La rotation des dirigeants à la tête des universités québécoises s’est récemment accentuée, mais la quête de successeurs n’est pas aisée.

par JEAN-FRANÇOIS VENNE | 05 JUILLET 17

Pas moins de neuf institutions universitaires québécoises ont vu leur recteur quitter ses fonctions depuis 2015. Plusieurs sont partis après un seul mandat ou en cours de mandat et il semble ardu de les remplacer. Le poste de recteur fait-il peur ?

Les recteurs de l’École nationale d’administration publique (ENAP), de l’Université du Québec à Montréal (UQAM) et de l’Université du Québec à Chicoutimi (UQAC) ont renoncé à solliciter un second mandat. L’ex-rectrice de l’Université du Québec à Trois-Rivières (UQTR), Nadia Ghazzali, a démissionné en plein mandat en 2015, écorchée par un rapport de la Vérificatrice générale.

La situation n’étonne guère Marc-Urbain Proulx, professeur en économie régionale à l’UQAC et ex-candidat au poste de recteur. « Le recteur doit être populaire dans l’université pour obtenir un second mandat, dit-il.
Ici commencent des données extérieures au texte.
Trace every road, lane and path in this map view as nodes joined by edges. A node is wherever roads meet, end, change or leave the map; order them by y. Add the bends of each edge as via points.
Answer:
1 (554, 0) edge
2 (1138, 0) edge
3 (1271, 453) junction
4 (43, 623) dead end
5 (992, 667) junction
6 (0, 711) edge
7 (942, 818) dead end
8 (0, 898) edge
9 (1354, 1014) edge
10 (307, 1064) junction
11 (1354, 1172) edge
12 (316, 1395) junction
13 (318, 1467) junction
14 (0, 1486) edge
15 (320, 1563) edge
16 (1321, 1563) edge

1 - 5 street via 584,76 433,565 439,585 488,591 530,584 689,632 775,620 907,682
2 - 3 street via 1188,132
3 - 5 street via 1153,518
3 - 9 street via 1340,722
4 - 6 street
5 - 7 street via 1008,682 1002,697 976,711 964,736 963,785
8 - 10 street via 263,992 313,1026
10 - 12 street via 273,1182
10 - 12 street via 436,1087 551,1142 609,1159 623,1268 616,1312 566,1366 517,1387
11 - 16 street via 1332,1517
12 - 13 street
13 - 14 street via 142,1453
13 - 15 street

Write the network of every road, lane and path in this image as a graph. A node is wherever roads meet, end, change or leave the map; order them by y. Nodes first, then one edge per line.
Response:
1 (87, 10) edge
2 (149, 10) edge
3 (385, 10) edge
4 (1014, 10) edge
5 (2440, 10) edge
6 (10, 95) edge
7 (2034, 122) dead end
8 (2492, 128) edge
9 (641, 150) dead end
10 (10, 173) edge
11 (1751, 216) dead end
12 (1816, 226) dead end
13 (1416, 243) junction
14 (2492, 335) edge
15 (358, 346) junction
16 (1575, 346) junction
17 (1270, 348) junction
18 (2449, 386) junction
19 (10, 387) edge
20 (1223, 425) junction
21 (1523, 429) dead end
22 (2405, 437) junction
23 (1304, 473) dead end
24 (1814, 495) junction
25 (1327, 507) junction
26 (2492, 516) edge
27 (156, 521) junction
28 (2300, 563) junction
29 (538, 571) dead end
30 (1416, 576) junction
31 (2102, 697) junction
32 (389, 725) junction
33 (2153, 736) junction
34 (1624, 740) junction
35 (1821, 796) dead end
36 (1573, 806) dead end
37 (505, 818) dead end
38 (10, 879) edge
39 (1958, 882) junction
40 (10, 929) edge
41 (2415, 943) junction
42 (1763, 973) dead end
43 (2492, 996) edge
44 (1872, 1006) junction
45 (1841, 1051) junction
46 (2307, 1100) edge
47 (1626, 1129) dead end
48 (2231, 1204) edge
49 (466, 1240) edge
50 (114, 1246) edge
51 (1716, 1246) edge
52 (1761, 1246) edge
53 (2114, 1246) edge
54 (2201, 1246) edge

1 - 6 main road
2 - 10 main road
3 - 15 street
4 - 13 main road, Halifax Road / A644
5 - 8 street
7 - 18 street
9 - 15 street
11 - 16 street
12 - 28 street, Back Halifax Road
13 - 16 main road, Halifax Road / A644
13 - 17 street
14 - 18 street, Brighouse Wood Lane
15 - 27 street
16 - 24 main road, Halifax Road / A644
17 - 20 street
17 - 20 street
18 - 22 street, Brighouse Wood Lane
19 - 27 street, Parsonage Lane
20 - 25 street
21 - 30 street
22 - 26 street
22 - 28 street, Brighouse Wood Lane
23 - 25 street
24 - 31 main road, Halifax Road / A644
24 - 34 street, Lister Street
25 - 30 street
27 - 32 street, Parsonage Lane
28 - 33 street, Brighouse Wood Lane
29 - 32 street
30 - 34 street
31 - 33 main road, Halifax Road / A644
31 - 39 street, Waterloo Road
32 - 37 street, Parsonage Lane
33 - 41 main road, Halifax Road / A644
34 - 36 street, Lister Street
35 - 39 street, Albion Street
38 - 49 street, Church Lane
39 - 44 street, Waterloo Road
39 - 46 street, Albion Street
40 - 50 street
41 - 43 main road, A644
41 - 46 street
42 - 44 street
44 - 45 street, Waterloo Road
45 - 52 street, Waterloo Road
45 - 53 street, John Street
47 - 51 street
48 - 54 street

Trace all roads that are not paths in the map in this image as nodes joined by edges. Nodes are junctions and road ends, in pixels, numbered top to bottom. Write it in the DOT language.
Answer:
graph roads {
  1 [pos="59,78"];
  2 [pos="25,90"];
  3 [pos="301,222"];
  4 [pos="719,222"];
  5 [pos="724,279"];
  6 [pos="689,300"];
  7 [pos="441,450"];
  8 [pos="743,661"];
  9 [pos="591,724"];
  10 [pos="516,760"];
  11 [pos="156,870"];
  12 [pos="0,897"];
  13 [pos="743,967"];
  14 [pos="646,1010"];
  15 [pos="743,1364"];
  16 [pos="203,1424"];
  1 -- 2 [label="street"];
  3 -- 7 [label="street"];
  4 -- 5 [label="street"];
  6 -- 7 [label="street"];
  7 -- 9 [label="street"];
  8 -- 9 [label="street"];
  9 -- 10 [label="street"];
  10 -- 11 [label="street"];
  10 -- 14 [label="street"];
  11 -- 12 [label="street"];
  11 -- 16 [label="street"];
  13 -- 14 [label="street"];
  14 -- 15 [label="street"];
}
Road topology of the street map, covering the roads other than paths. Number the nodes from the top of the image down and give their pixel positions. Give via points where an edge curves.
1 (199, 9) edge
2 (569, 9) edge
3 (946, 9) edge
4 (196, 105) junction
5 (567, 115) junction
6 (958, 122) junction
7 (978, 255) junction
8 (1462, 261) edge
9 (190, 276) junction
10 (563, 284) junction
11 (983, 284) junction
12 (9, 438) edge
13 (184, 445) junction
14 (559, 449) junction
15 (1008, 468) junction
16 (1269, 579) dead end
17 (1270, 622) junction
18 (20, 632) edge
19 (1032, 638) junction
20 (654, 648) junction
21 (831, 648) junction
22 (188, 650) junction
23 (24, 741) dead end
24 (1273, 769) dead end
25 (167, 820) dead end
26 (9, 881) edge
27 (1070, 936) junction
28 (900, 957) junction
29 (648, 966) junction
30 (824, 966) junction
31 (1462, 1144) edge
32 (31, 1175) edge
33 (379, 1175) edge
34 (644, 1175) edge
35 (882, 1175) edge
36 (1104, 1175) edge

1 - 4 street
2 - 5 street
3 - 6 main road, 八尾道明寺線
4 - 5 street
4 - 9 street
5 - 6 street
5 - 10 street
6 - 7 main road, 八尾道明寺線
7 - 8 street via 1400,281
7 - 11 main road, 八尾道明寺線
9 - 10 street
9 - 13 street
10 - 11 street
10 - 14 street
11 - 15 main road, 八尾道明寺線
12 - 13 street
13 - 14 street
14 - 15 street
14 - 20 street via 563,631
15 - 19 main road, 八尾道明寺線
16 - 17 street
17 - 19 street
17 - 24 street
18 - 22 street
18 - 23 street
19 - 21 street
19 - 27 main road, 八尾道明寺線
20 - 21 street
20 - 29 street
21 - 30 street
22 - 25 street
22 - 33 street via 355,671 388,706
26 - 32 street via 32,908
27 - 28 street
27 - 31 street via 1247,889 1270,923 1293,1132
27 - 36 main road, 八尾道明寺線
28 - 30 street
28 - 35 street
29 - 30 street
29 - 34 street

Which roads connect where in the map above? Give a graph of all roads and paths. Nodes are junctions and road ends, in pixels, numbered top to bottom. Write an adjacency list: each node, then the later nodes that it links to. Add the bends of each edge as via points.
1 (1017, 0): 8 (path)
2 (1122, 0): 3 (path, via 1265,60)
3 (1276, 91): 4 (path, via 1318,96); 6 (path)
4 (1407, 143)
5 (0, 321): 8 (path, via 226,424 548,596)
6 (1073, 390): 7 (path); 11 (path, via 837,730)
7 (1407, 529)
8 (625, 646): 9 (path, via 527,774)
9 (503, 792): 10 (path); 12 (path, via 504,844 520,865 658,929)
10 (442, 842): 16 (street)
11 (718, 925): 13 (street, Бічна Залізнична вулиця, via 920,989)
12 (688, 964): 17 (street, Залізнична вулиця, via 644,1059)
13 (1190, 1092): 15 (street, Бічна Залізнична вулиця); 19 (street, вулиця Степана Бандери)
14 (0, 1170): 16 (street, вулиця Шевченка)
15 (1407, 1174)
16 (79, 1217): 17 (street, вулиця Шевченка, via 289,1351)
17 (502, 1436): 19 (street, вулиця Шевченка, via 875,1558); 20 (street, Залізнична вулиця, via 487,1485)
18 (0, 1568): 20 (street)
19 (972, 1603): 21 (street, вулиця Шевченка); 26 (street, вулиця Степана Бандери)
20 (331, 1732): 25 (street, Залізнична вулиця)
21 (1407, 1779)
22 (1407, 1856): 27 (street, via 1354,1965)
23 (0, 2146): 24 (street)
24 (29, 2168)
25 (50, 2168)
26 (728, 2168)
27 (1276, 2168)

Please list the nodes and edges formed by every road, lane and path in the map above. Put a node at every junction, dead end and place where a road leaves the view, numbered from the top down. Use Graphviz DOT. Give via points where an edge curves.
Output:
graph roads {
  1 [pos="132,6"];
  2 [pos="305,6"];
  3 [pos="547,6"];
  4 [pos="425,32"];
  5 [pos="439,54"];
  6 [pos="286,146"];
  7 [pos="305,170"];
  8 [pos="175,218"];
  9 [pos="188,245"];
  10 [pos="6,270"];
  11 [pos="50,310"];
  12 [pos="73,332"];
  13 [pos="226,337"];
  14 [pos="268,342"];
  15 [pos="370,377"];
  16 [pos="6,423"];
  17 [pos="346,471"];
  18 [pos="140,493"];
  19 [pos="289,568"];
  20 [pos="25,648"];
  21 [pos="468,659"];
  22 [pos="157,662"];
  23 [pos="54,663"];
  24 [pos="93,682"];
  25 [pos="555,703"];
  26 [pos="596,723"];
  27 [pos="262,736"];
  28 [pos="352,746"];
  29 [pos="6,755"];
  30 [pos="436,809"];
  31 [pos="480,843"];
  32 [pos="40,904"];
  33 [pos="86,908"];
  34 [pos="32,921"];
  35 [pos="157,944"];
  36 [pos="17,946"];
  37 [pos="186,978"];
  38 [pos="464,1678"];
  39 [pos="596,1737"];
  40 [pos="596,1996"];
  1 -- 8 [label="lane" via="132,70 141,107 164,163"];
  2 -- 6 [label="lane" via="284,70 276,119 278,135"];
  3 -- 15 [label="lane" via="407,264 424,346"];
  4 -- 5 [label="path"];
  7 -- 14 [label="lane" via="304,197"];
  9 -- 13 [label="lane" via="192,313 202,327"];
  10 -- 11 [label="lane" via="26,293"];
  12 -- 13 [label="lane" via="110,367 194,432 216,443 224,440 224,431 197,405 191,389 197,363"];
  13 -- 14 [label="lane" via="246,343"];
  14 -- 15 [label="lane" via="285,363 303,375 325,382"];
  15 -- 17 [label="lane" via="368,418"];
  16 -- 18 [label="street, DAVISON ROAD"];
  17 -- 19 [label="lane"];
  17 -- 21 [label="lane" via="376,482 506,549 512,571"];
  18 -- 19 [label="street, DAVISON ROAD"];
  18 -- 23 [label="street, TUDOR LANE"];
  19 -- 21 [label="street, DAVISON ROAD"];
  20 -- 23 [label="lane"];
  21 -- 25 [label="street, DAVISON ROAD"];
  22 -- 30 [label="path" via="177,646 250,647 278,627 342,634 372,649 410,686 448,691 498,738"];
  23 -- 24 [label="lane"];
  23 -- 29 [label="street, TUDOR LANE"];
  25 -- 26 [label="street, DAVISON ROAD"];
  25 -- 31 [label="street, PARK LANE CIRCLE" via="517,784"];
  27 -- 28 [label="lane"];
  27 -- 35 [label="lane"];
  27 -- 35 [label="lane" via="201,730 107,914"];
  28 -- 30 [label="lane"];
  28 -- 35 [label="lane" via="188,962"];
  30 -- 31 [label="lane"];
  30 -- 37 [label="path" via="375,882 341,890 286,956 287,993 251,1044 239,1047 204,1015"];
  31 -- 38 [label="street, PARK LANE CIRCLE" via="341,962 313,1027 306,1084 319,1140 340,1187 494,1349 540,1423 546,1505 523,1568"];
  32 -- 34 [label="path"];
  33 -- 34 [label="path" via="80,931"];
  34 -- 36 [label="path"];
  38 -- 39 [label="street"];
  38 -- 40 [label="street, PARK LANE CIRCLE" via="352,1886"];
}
Or, les recteurs gèrent des compressions depuis plusieurs années et doivent souvent dire non aux professeurs, aux étudiants, voire à la collectivité. »

Pour la même raison, les universités recherchent des recteurs dotés d’un profil différent. « On ne demande plus au recteur d’être visionnaire, mais plutôt gestionnaire, pour éviter les déficits, poursuit le professeur. De plus en plus, le travail du recteur se concentre sur la gestion au quotidien. Le sous-financement change la nature de l’emploi. »

Trouver la perle rare

Est-ce ce qui explique que plusieurs établissements peinent à dénicher un nouveau recteur ? L’ENAP et l’INRS, par exemple, restent menés par un dirigeant intérimaire. « Les processus de sélection se poursuivent, explique Valérie Reuillard, directrice des communications du réseau UQ. Les comités de sélection reçoivent les candidatures et font une pré-sélection, avant de sonder la communauté de l’institution. Pour l’instant, aucun candidat présenté n’a obtenu l’aval de cette dernière. »

À l’UQÀM, aucun gagnant n’a émergé d’un vote tenu en mai 2017 faute d’avoir le degré de ralliement nécessaire à une nomination au rectorat. Le processus d’appel à candidatures sera relancé dès cet automne. À l’UQAC, la recherche d’un nouveau recteur a donné lieu à une lutte âpre, le syndicat des professeurs réclamant même, en février 2017, la recomposition d’un comité de sélection auquel il ne faisait plus confiance. Choisie par le comité de sélection, la docteure en théologie pratique Nicole Bouchard  a officiellement été nommée rectrice de l’UQAC par le gouvernement du Québec le 21 juin dernier.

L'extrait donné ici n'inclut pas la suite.